Certain portions of long-term and short-term debt as of October 2, 2016 in the principal amount of $2,417 million (December 31, 2015: $4,943 million) have been secured by collateral on substantially all of the Company’s assets and of certain of its subsidiaries.

Each series of the Senior Unsecured Notes are fully and unconditionally guaranteed jointly and severally, on a senior basis by certain of the Company's current and future material wholly owned subsidiaries ("Guarantors").

Pursuant to various security documents related to the above mentioned term loans and the $600 million committed new revolving credit facility, the Company and each Guarantor has granted first priority liens and security interests in, amongst others, the following, subject to the grant of further permitted collateral liens:

(a)

all present and future shares of capital stock of (or other ownership or profit interests in) each of its present and future direct subsidiaries, other than SMST Unterstützungskasse GmbH, and material joint venture entities;

(b)

all present and future intercompany debt of the Company and each Guarantor;

(c)

all of the present and future property and assets, real and personal, of the Company, and each Guarantor, including, but not limited to, machinery and equipment, inventory and other goods, accounts receivable, owned real estate, leaseholds, fixtures, general intangibles, license rights, patents, trademarks, trade names, copyrights, chattel paper, insurance proceeds, contract rights, hedge agreements, documents, instruments, indemnification rights, tax refunds, but excluding cash and bank accounts; and

(d)

all proceeds and products of the property and assets described above.

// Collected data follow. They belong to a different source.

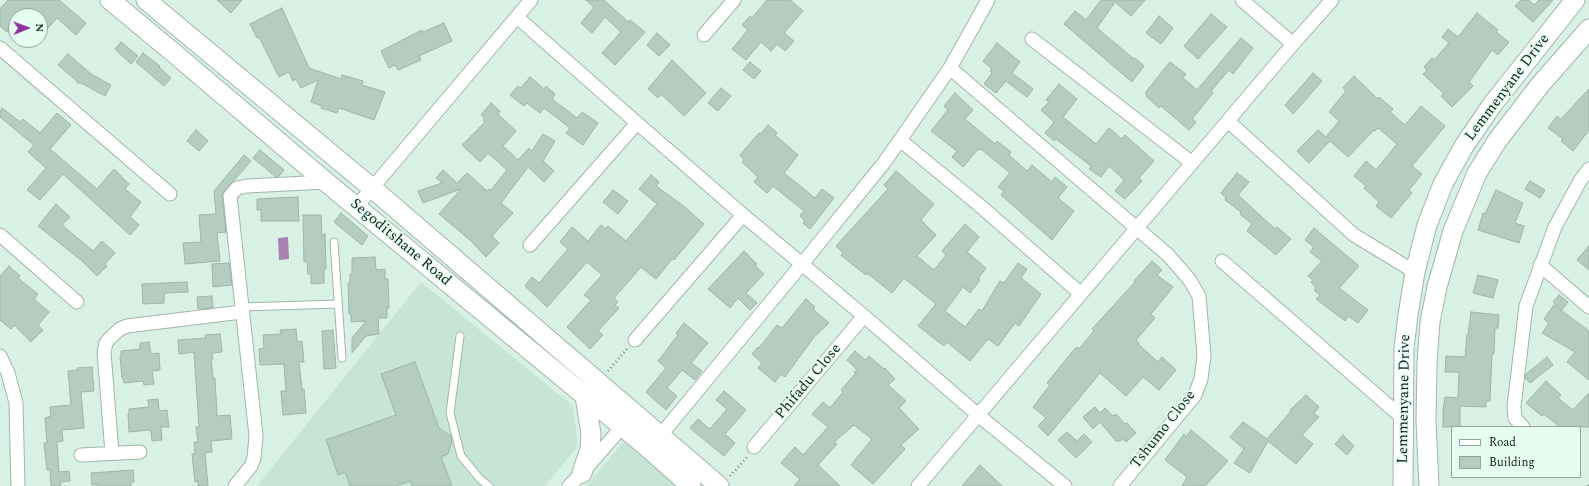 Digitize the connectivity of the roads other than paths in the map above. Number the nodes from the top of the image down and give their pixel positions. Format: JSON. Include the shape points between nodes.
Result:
{"nodes":[{"id":1,"x":110,"y":0,"type":"edge"},
{"id":2,"x":146,"y":0,"type":"edge"},
{"id":3,"x":531,"y":0,"type":"edge"},
{"id":4,"x":734,"y":0,"type":"edge"},
{"id":5,"x":988,"y":0,"type":"edge"},
{"id":6,"x":1242,"y":0,"type":"edge"},
{"id":7,"x":1332,"y":0,"type":"edge"},
{"id":8,"x":1575,"y":0,"type":"edge"},
{"id":9,"x":516,"y":18,"type":"junction"},
{"id":10,"x":1589,"y":29,"type":"edge"},
{"id":11,"x":704,"y":35,"type":"dead end"},
{"id":12,"x":1032,"y":39,"type":"dead end"},
{"id":13,"x":1293,"y":44,"type":"junction"},
{"id":14,"x":0,"y":48,"type":"edge"},
{"id":15,"x":950,"y":68,"type":"junction"},
{"id":16,"x":1228,"y":121,"type":"junction"},
{"id":17,"x":636,"y":123,"type":"junction"},
{"id":18,"x":900,"y":140,"type":"junction"},
{"id":19,"x":1192,"y":163,"type":"junction"},
{"id":20,"x":1589,"y":169,"type":"edge"},
{"id":21,"x":326,"y":182,"type":"junction"},
{"id":22,"x":372,"y":188,"type":"junction"},
{"id":23,"x":170,"y":194,"type":"dead end"},
{"id":24,"x":357,"y":206,"type":"junction"},
{"id":25,"x":744,"y":215,"type":"junction"},
{"id":26,"x":1137,"y":228,"type":"junction"},
{"id":27,"x":0,"y":235,"type":"edge"},
{"id":28,"x":334,"y":242,"type":"dead end"},
{"id":29,"x":530,"y":245,"type":"dead end"},
{"id":30,"x":1222,"y":261,"type":"dead end"},
{"id":31,"x":802,"y":264,"type":"junction"},
{"id":32,"x":1540,"y":265,"type":"junction"},
{"id":33,"x":1415,"y":272,"type":"junction"},
{"id":34,"x":1081,"y":294,"type":"junction"},
{"id":35,"x":77,"y":302,"type":"dead end"},
{"id":36,"x":338,"y":304,"type":"junction"},
{"id":37,"x":1589,"y":307,"type":"edge"},
{"id":38,"x":242,"y":310,"type":"junction"},
{"id":39,"x":864,"y":316,"type":"junction"},
{"id":40,"x":460,"y":336,"type":"dead end"},
{"id":41,"x":636,"y":340,"type":"road end"},
{"id":42,"x":0,"y":356,"type":"edge"},
{"id":43,"x":342,"y":358,"type":"dead end"},
{"id":44,"x":591,"y":390,"type":"junction"},
{"id":45,"x":634,"y":413,"type":"junction"},
{"id":46,"x":978,"y":415,"type":"junction"},
{"id":47,"x":1404,"y":419,"type":"junction"},
{"id":48,"x":1522,"y":426,"type":"edge"},
{"id":49,"x":622,"y":427,"type":"junction"},
{"id":50,"x":660,"y":436,"type":"junction"},
{"id":51,"x":754,"y":447,"type":"road end"},
{"id":52,"x":140,"y":452,"type":"dead end"},
{"id":53,"x":112,"y":454,"type":"junction"},
{"id":54,"x":81,"y":455,"type":"dead end"},
{"id":55,"x":575,"y":482,"type":"edge"},
{"id":56,"x":723,"y":483,"type":"edge"},
{"id":57,"x":18,"y":486,"type":"edge"},
{"id":58,"x":235,"y":486,"type":"edge"},
{"id":59,"x":488,"y":486,"type":"edge"},
{"id":60,"x":691,"y":486,"type":"edge"},
{"id":61,"x":918,"y":486,"type":"edge"},
{"id":62,"x":1065,"y":486,"type":"edge"},
{"id":63,"x":1120,"y":486,"type":"edge"},
{"id":64,"x":1403,"y":486,"type":"edge"},
{"id":65,"x":1429,"y":486,"type":"edge"}],
"edges":[{"from":1,"to":21,"type":"main road","name":"Segoditshane Road"},
{"from":2,"to":22,"type":"main road","name":"Segoditshane Road"},
{"from":3,"to":9,"type":"street"},
{"from":4,"to":11,"type":"street"},
{"from":5,"to":15,"type":"street"},
{"from":6,"to":13,"type":"street"},
{"from":7,"to":13,"type":"street"},
{"from":8,"to":33,"type":"main road","name":"Lemmenyane Drive","via":[[1492,105],[1461,152],[1443,184],[1427,224]]},
{"from":9,"to":17,"type":"street"},
{"from":9,"to":22,"type":"street"},
{"from":10,"to":65,"type":"main road","name":"Lemmenyane Drive","via":[[1497,141],[1477,173],[1453,231],[1437,286],[1430,322],[1426,421]]},
{"from":12,"to":19,"type":"street"},
{"from":13,"to":16,"type":"street"},
{"from":14,"to":23,"type":"street"},
{"from":15,"to":18,"type":"street"},
{"from":15,"to":26,"type":"street","name":"Tshumo Close"},
{"from":16,"to":19,"type":"street"},
{"from":16,"to":33,"type":"street","via":[[1354,235]]},
{"from":17,"to":25,"type":"street"},
{"from":17,"to":29,"type":"street"},
{"from":18,"to":31,"type":"street"},
{"from":18,"to":34,"type":"street"},
{"from":19,"to":26,"type":"street"},
{"from":20,"to":32,"type":"street","via":[[1555,227]]},
{"from":21,"to":24,"type":"main road","name":"Segoditshane Road"},
{"from":21,"to":38,"type":"street","via":[[247,186],[237,188],[232,193],[230,198]]},
{"from":22,"to":24,"type":"street"},
{"from":22,"to":44,"type":"main road","name":"Segoditshane Road"},
{"from":24,"to":44,"type":"main road","name":"Segoditshane Road"},
{"from":25,"to":31,"type":"street"},
{"from":25,"to":41,"type":"street"},
{"from":26,"to":34,"type":"street"},
{"from":26,"to":63,"type":"street","name":"Tshumo Close","via":[[1168,255],[1189,279],[1198,296],[1204,356],[1201,379],[1195,394]]},
{"from":27,"to":35,"type":"street"},
{"from":28,"to":36,"type":"lane"},
{"from":30,"to":47,"type":"street"},
{"from":31,"to":39,"type":"street"},
{"from":31,"to":50,"type":"street"},
{"from":32,"to":37,"type":"street"},
{"from":32,"to":48,"type":"street","via":[[1526,306],[1514,406],[1515,418]]},
{"from":33,"to":47,"type":"main road","name":"Lemmenyane Drive","via":[[1404,348]]},
{"from":34,"to":46,"type":"street"},
{"from":36,"to":38,"type":"lane"},
{"from":36,"to":43,"type":"lane"},
{"from":38,"to":53,"type":"street","via":[[127,326],[110,338],[104,352]]},
{"from":38,"to":58,"type":"street","via":[[256,445],[251,466]]},
{"from":39,"to":46,"type":"street"},
{"from":39,"to":51,"type":"street","name":"Phifadu Close"},
{"from":40,"to":59,"type":"lane","via":[[450,413],[461,456]]},
{"from":42,"to":57,"type":"street","via":[[8,373],[16,403]]},
{"from":44,"to":45,"type":"main road","name":"Segoditshane Road"},
{"from":44,"to":49,"type":"main road","name":"Segoditshane Road"},
{"from":44,"to":55,"type":"main road","via":[[590,449]]},
{"from":45,"to":49,"type":"street"},
{"from":45,"to":50,"type":"main road","name":"Segoditshane Road"},
{"from":46,"to":61,"type":"street"},
{"from":46,"to":62,"type":"street"},
{"from":47,"to":64,"type":"main road","name":"Lemmenyane Drive"},
{"from":49,"to":55,"type":"street"},
{"from":49,"to":60,"type":"main road","name":"Segoditshane Road"},
{"from":50,"to":56,"type":"main road","name":"Segoditshane Road"},
{"from":52,"to":53,"type":"street"},
{"from":53,"to":54,"type":"street"}]}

Notwithstanding the foregoing, certain assets may not be pledged (or the liens not perfected) in accordance with agreed security principles, including:

if the cost of providing security is not proportionate to the benefit accruing to the holders; and

if providing such security requires consent of a third party and such consent cannot be obtained after the use of commercially reasonable efforts; and

if providing such security would be prohibited by applicable law, general statutory limitations, financial assistance, corporate benefit, fraudulent preference, "thin capitalization" rules or similar matters or providing security would be outside the applicable pledgor's capacity or conflict with fiduciary duties of directors or cause material risk of personal or criminal liability after using commercially reasonable efforts to overcome such obstacles; and

if providing such security would have a material adverse effect (as reasonably determined in good faith by such subsidiary) on the ability of such subsidiary to conduct its operations and business in the ordinary course as otherwise permitted by the indenture; and

if providing such security or perfecting liens thereon would require giving notice (i) in the case of receivables security, to customers or (ii) in the case of bank accounts, to the banks with whom the accounts are maintained. Such notice will only be provided after the secured notes are accelerated.

Subject to agreed security principles, if material property is acquired by the Company or a Guarantor that is not automatically subject to a perfected security interest under the security documents, then the Company or relevant Guarantor will within 60 days provide security over this property and deliver certain certificates and opinions in respect thereof as specified in the indenture governing the notes.

9 Litigation

We are regularly involved as plaintiffs or defendants in claims and litigation relating to a variety of matters such as contractual disputes, personal injury claims, employee grievances and intellectual property litigation. In addition, our acquisitions, divestments and financial transactions sometimes result in, or are followed by, claims or litigation. Although the ultimate disposition of asserted claims cannot be predicted with certainty, it is our belief that the outcome of any such claims, either individually or on a combined basis, will not have a material adverse effect on our consolidated financial position. However, such outcomes may be material to our consolidated statement of operations for a particular period. The Company records an accrual for any claim that arises whenever it considers that it is probable that it is exposed to a loss contingency and the amount of the loss contingency can be reasonably estimated.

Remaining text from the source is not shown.